An Environmental and Social Management Framework (ESMF) for the Southern African Power Pool (SAPP) is being rolled out among Southern African Development Community (SADC) countries states to help accelerate priority electricity projects.
The ESMF, developed by SRK Consulting, was commissioned by the SAPP in 2016.
It will facilitate the screening of key power projects in line with lenders’ requirements – in turn speeding up their implementation across the sub-continent.
A key obstacle to energy access in southern Africa is the quality of the existing power grids, which limit the ability of new power generation to be harnessed and distributed. The SAPP – which supplies electricity to consumers in 16 SAPP utilities and independent power producers (IPPs) – is busy improving these grids.
In 2009, the SAPP had identified a number of priority projects that would improve the region’s power grids, and by 2011 many of these were found to require extra developmental work to bring them to bankability stage.
In response, the SAPP set up a Project Advisory Unit (PAU) that would accelerate the implementation of these projects.
Among the implementation delays was a lack of alignment between the compliance requirements regarding environmental and social management in the projects concerned.
One of the PAU’s first tasks, therefore, was to commission technical specialists to help prepare an ESMF. The ESMF would provide a solution to facilitate both alignment and compliance, thereby improving the pace of implementation of projects that extend access to affordable electricity.
SRK was awarded the contract to develop the ESMF and prepared it in three phases. The first phase was the preparation of an inception report and initial consultation with the SAPP Environmental Sub-Committee – comprising representatives of SAPP utilities and IPPs.
In the second phase, the terms of reference – and the framework itself – were developed after consultations with SAPP stakeholders including member utilities, relevant government institutions, international financial institutions, civil society organisations and research institutions. The draft ESMF was then presented to the SAPP stakeholders and finalised; this was the third and final stage.
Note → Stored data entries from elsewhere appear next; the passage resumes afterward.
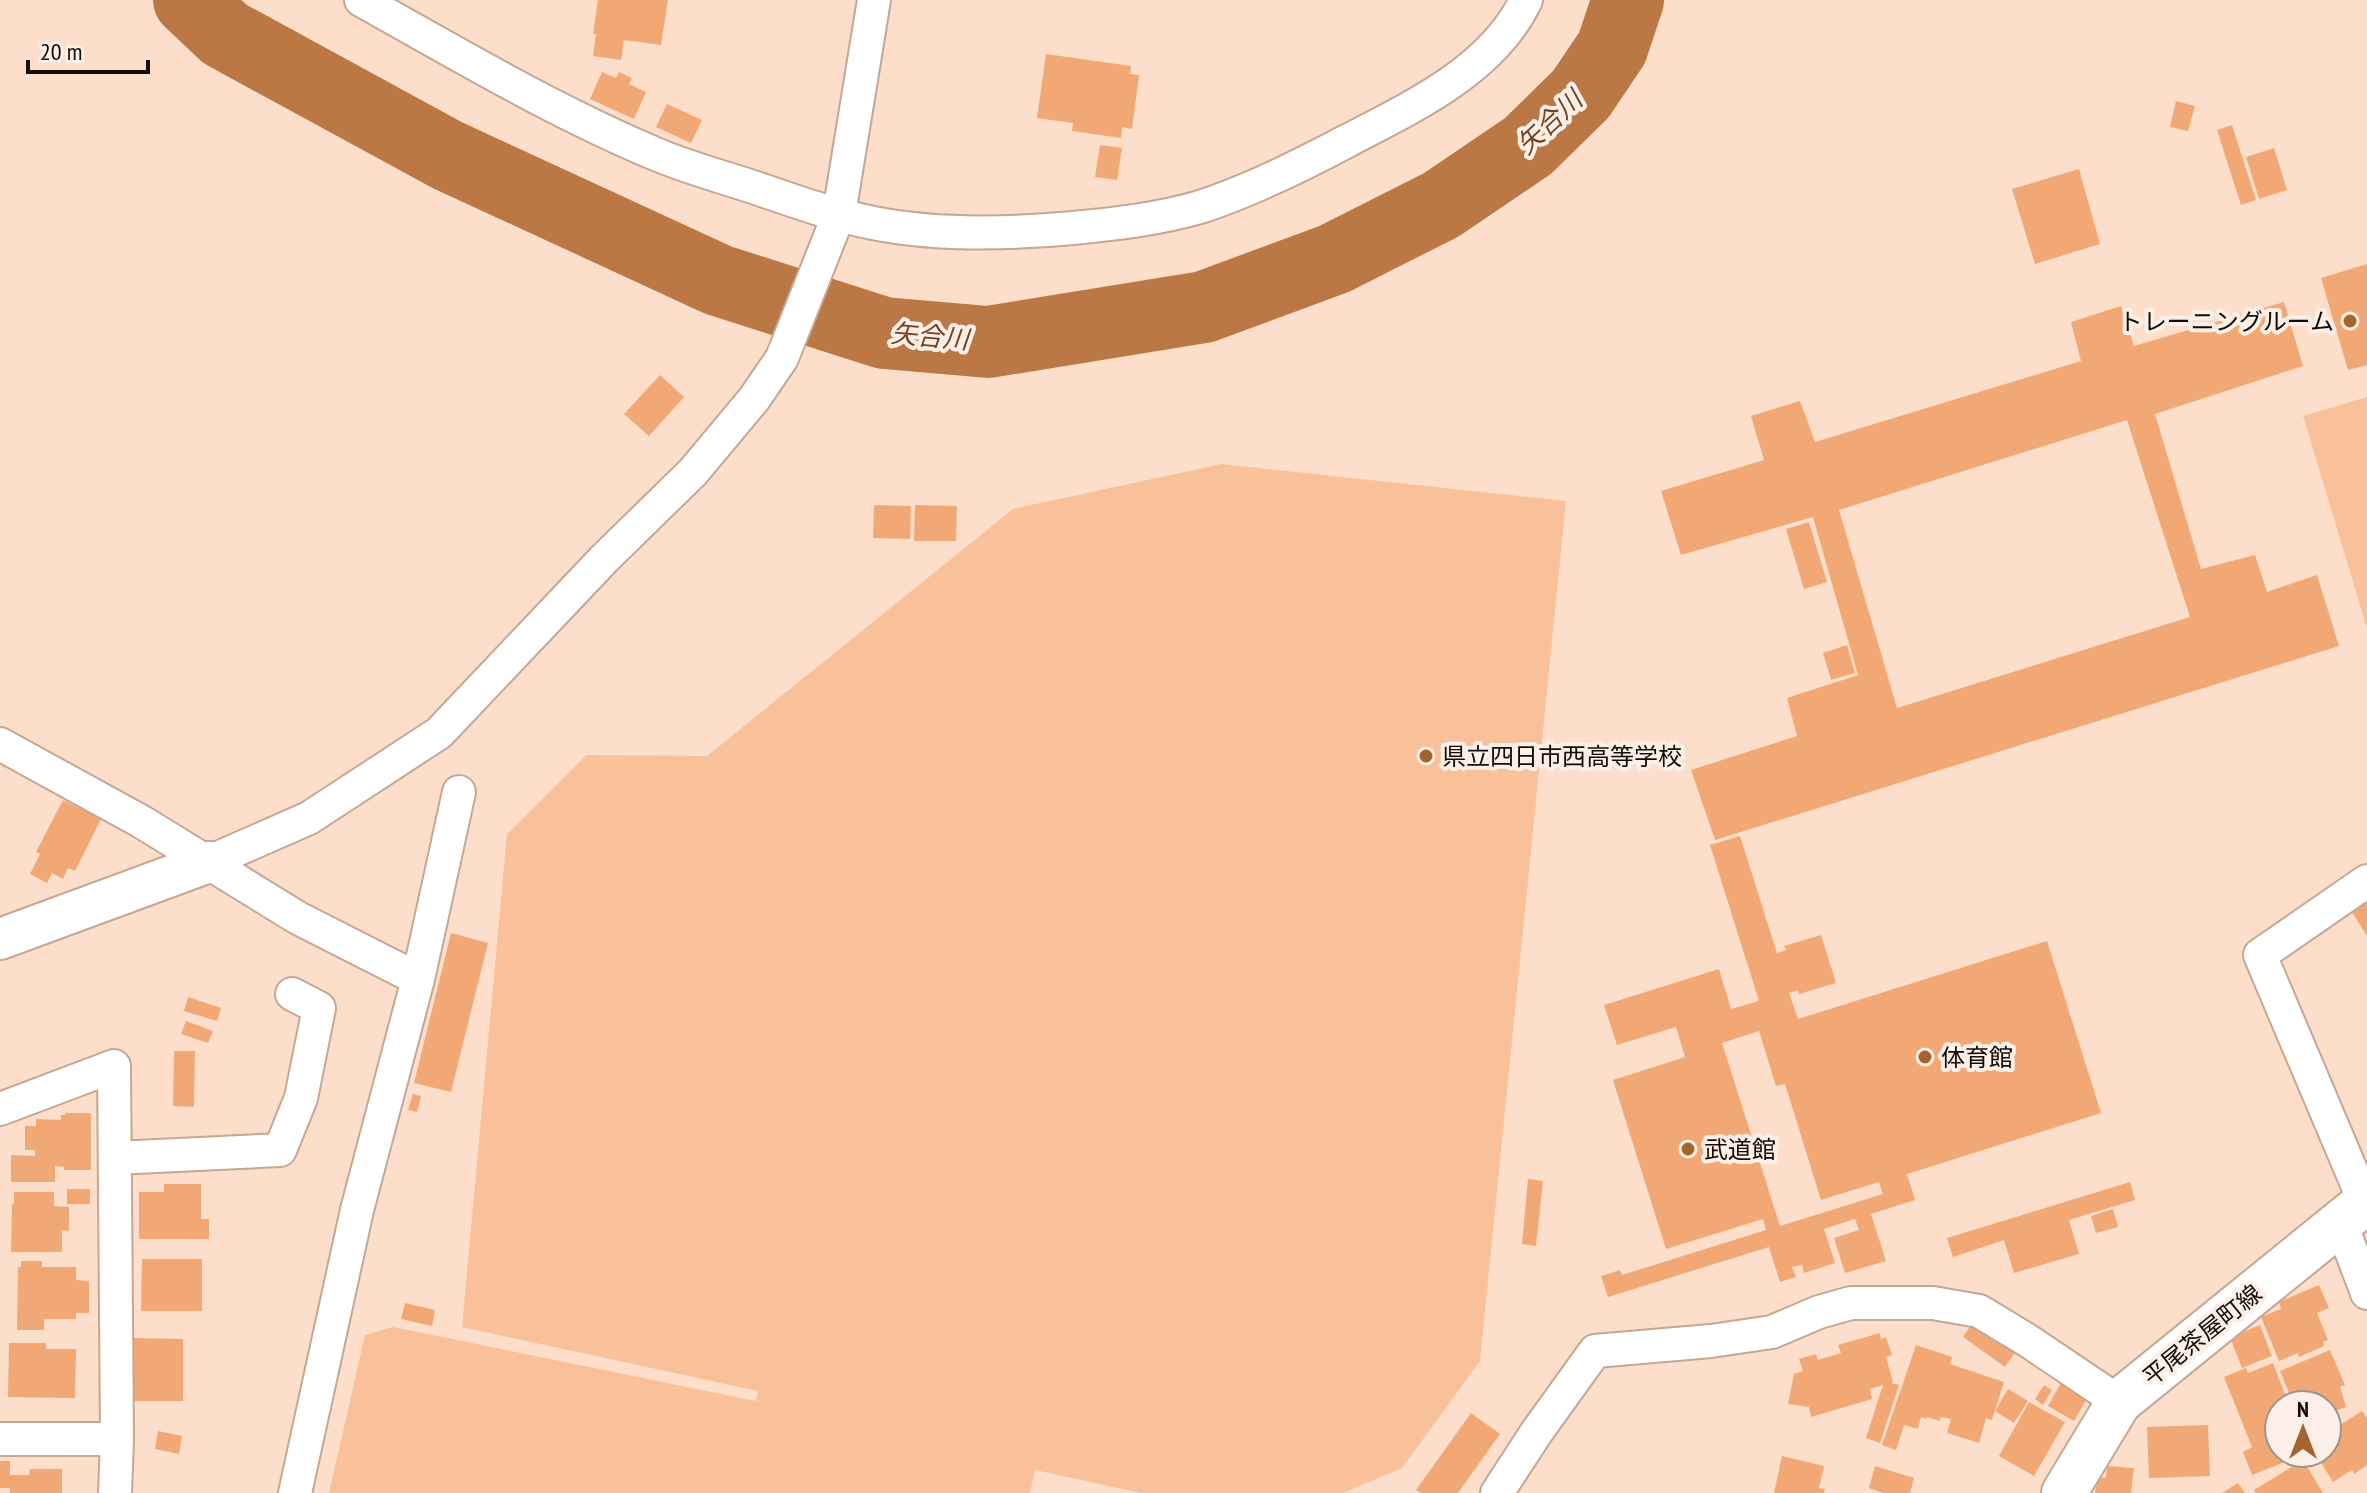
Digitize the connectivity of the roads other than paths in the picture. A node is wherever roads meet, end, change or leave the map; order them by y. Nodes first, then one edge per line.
1 (361, 0) edge
2 (874, 0) edge
3 (1526, 0) edge
4 (839, 214) junction
5 (0, 744) edge
6 (459, 792) dead end
7 (209, 862) junction
8 (2367, 881) edge
9 (0, 939) edge
10 (418, 979) junction
11 (292, 994) dead end
12 (0, 1109) edge
13 (115, 1158) junction
14 (2358, 1209) edge
15 (2367, 1293) edge
16 (2119, 1402) junction
17 (0, 1439) edge
18 (117, 1439) junction
19 (115, 1493) edge
20 (295, 1493) edge
21 (1497, 1493) edge
22 (2064, 1493) edge

1 - 4 street
2 - 4 street
3 - 4 street
4 - 7 street
5 - 7 street
6 - 10 street
7 - 9 street
7 - 10 street
8 - 14 street
10 - 20 street
11 - 13 street
12 - 13 street
13 - 18 street
14 - 15 street
14 - 16 main road, 平尾茶屋町線
16 - 21 street
16 - 22 main road, 平尾茶屋町線
17 - 18 street
18 - 19 street

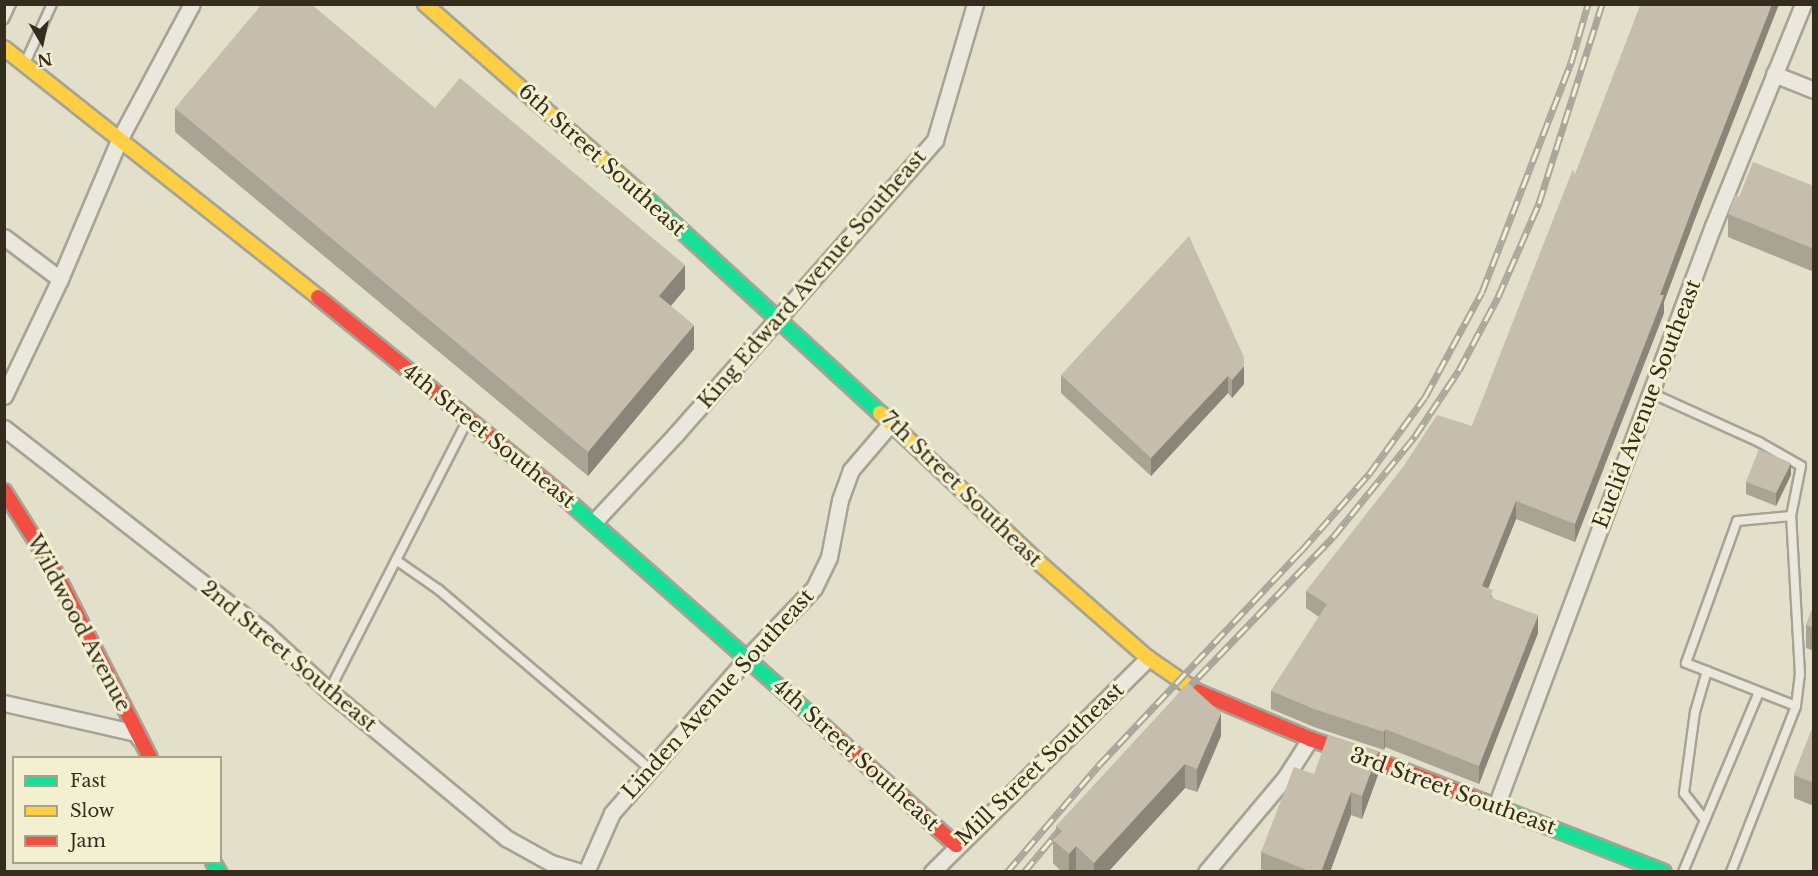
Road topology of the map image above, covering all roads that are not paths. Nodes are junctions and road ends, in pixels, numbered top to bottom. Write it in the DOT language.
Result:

The resulting framework provides a baseline context for the SAPP region, an overview of regulatory frameworks, and a methodology to identify, categorise and rate risks and impacts. It also includes procedures for environmental and social impact assessment (ESIA), as well as arrangements and cost estimates for implementing the ESMF.
“This ESMF is particularly relevant where project loans are required from international financial institutions that apply policies, standards and guidelines to safeguard environmental and social sustainability,” said Darryll Kilian, partner and principal environmental consultant at SRK.
Providing a practical solution to the challenges faced by the SAPP utilities, the ESMF also includes a suite of tools to guide officials through the environmental and social screening, scoping, assessment, management planning and monitoring processes.
These tools include checklists, examples of management plans, and lists of national, regional and international environmental and social requirements.
“The SAPP utilities and IPPs will be responsible for the on-the-ground implementation of the ESMF, and they will be the main users of the framework,” added Kilian.
“As member utilities and IPPs are also represented on the SAPP Environmental Sub-Committee (ESC), they will report back on the application of the ESMF – to ensure alignment in the screening and scoping of priority power projects,” he concluded.